Ya da çok Avrupa İnsan Hakları Mahkemesi kararlarının ülkemizi bağlayıp bağlamadığı tartışmasını hatırlayalım. Hukukçular bir yana bırakılsa bile, siyasetçileri dinleyen herkes bunu yüz defa, belki bin defa; hem de yıllardan beri duymuştur. Gerek TBMM’de yapılan konuşmalar, gerekse TV tartışmalarında “AİHM kararları bizi bağlar” denilmiş ve zaten yürürlükteki kanunlarda da böyle yazıyor. Buna rağmen son zamanlarda AİHM’in aldığı kararlar idarecilerin arzuları istikametin olmayınca “Bu kararlar bizi bağlamaz” demeye başladılar. Muhterem idarecilere sormak icap etmez mi: Yıllardan beri ‘bizi bağlar’ dediğiniz kararlar, ne oldu da şimdi sizi bağlamasın? Aynı şekilde Anayasa Mahkemesi kararları için de önce haklı olarak “Herkesi bağlar” diyenler, beğenmedikleri kararlar için de “Bizi bağlamaz” demeye başlamışlardı. Bu kadar çelişki bir idare için fazla değil mi?

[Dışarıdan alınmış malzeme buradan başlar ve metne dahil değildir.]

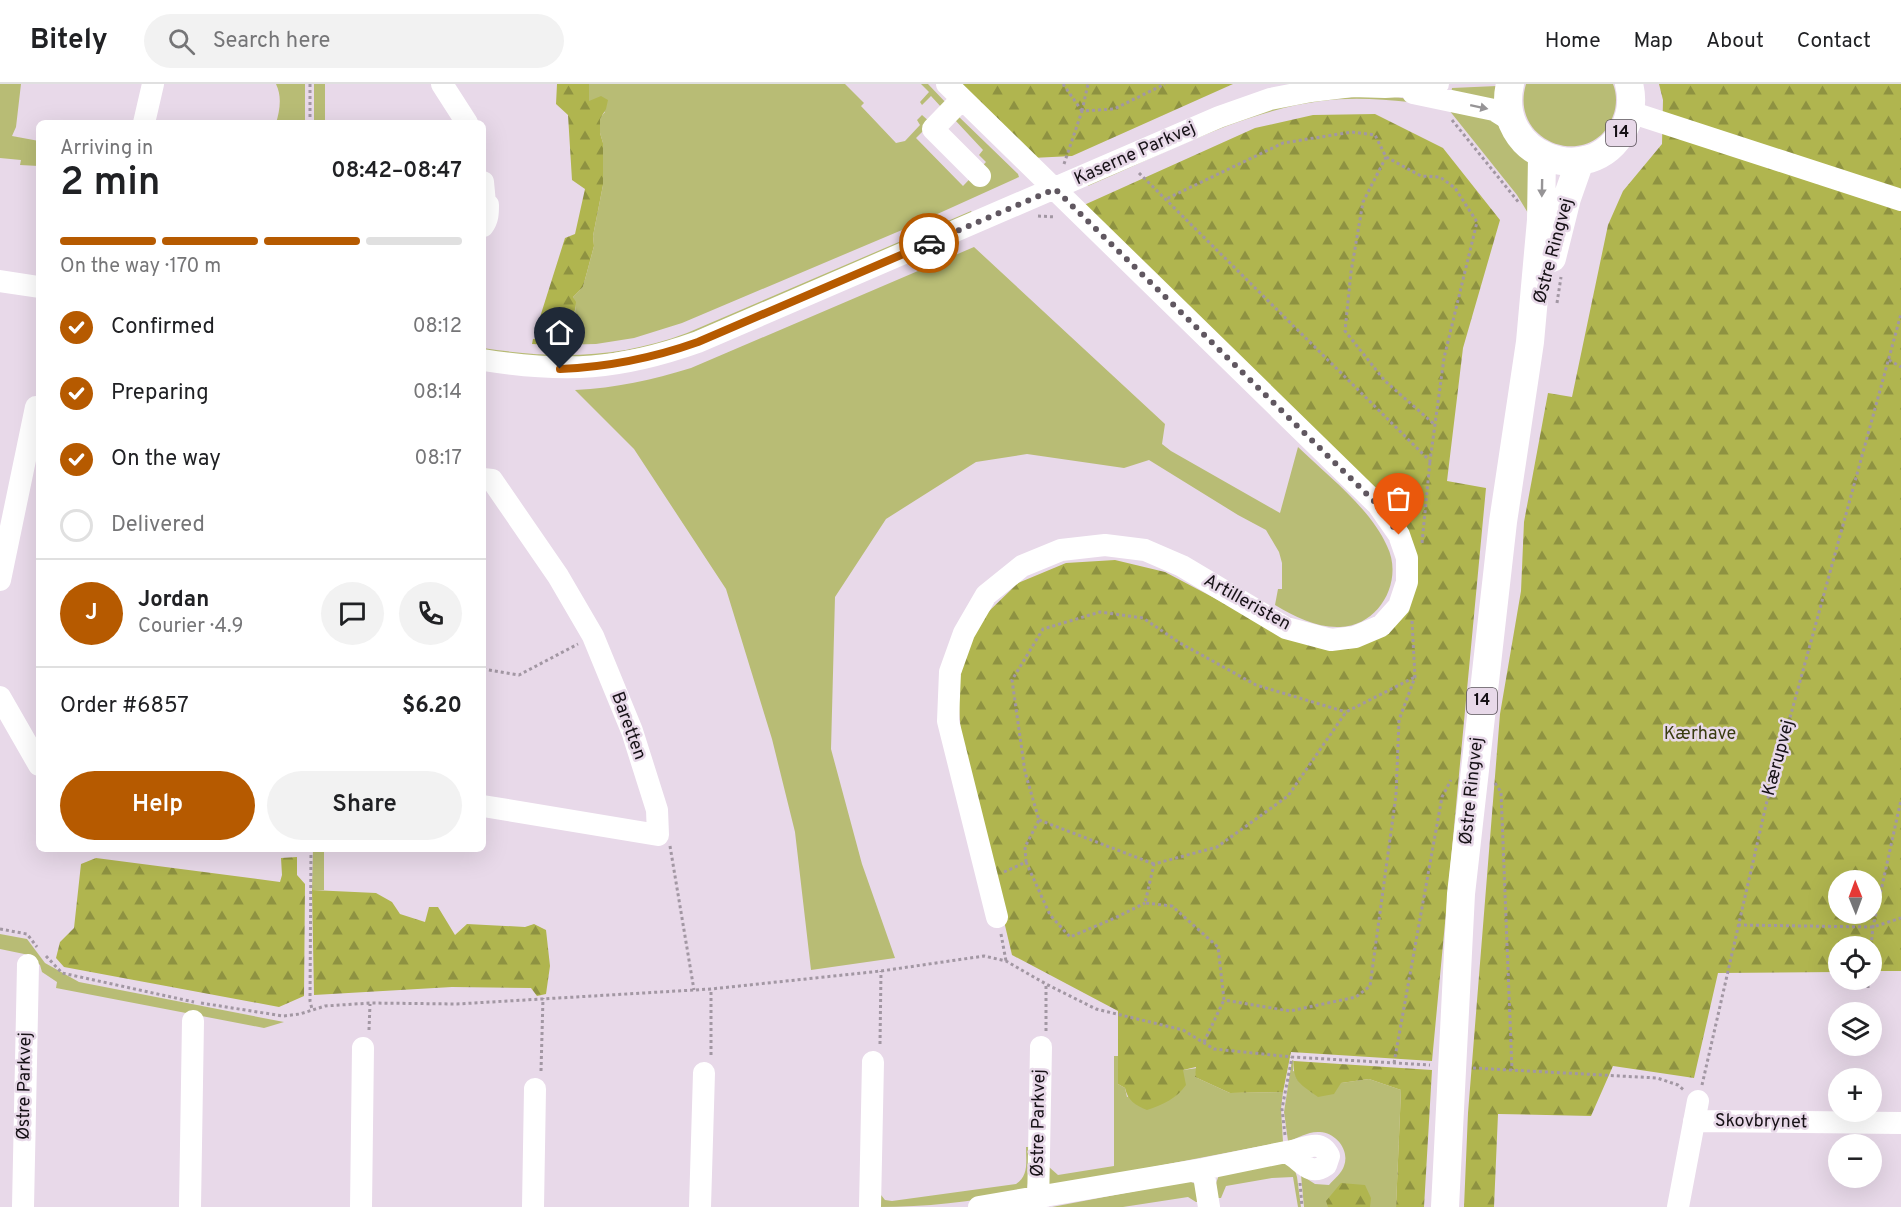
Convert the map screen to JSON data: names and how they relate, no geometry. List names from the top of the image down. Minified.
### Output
{"streets":{"main road":["14","Østre Ringvej"],"street":["Kaserne Parkvej","Artilleristen","Baretten","Østre Parkvej","Skovbrynet"],"path":["Kærupvej"]},"crossings":[["14","Østre Ringvej"],["Kaserne Parkvej","Artilleristen"],["Kærupvej","Skovbrynet"]],"parks":["Kærhave"],"north":"top","page":{"header":"Bitely","search":"Search here","nav":["Home","Map","About","Contact"],"heading":["2 min","Arriving in","08:42–08:47"],"panel":["Jordan","Courier · 4.9","Order #6857","$6.20"],"bar":"On the way · 170 m","list":[["Confirmed","08:12"],["Preparing","08:14"],["On the way","08:17"],"Delivered"],"round":"J","buttons":["Help","Share"],"map_buttons":["+","−"]}}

Neyse ki adaletin tecelli etmesinden sorumlu olanlar “Anayasa Mahkemesi kararı bağlayıcıdır, karara uyulması hukukun gereğidir” tesbitini yapmaya başladılar. Doğru olan da budur. Elbette her mahkeme gibi AİHM ya da AYM yanlış ve hatalı kararlar verebilir ve bunlara da itiraz haktır. Meselâ, bu mahkemeler değişik yıllarda başörtüsü aleyhinde kararlar da vermiştir. Bu kararlar ‘bağlayıcı’ olur, ama aynı zamanda yanlış olduğu için itiraz edilip ‘doğru kararlar’ çıkması için yine hukuk yollarına müracaat edilir. Nitekim geçmişte alınan ‘yanlış karar’lara itiraz edildi ve hukuk yolu ile aynı mahkemeler tarafından yanlış kararlar düzeltildiği oldu.
Herkesin bildiği konularda yanlış yolları tercih etmek Türkiye’ye ve millete yapılan büyük bir haksızlık değil mi? Ülkemiz, hak etmediği bu tartışmalarla vakit ve imkân kaybetmiş olmuyor mu? Hukuk ve adalet sahasında yapılan yanlışlar ekonomiyi de etkilemedi mi?
Ehil olanların beyan ve ifadelerine göre “Yabancı yatırımcılar” sırf bu yüzden başka ülkeleri tercih etmiyor mu?
Türkiye mutlaka hak, hukuk ve adalet yolunu tercih etmelidir. Elbette idareciler de sözleriyle bunu ifade ediyor, ama onlardan söz değil icraat beklenir vesselâm.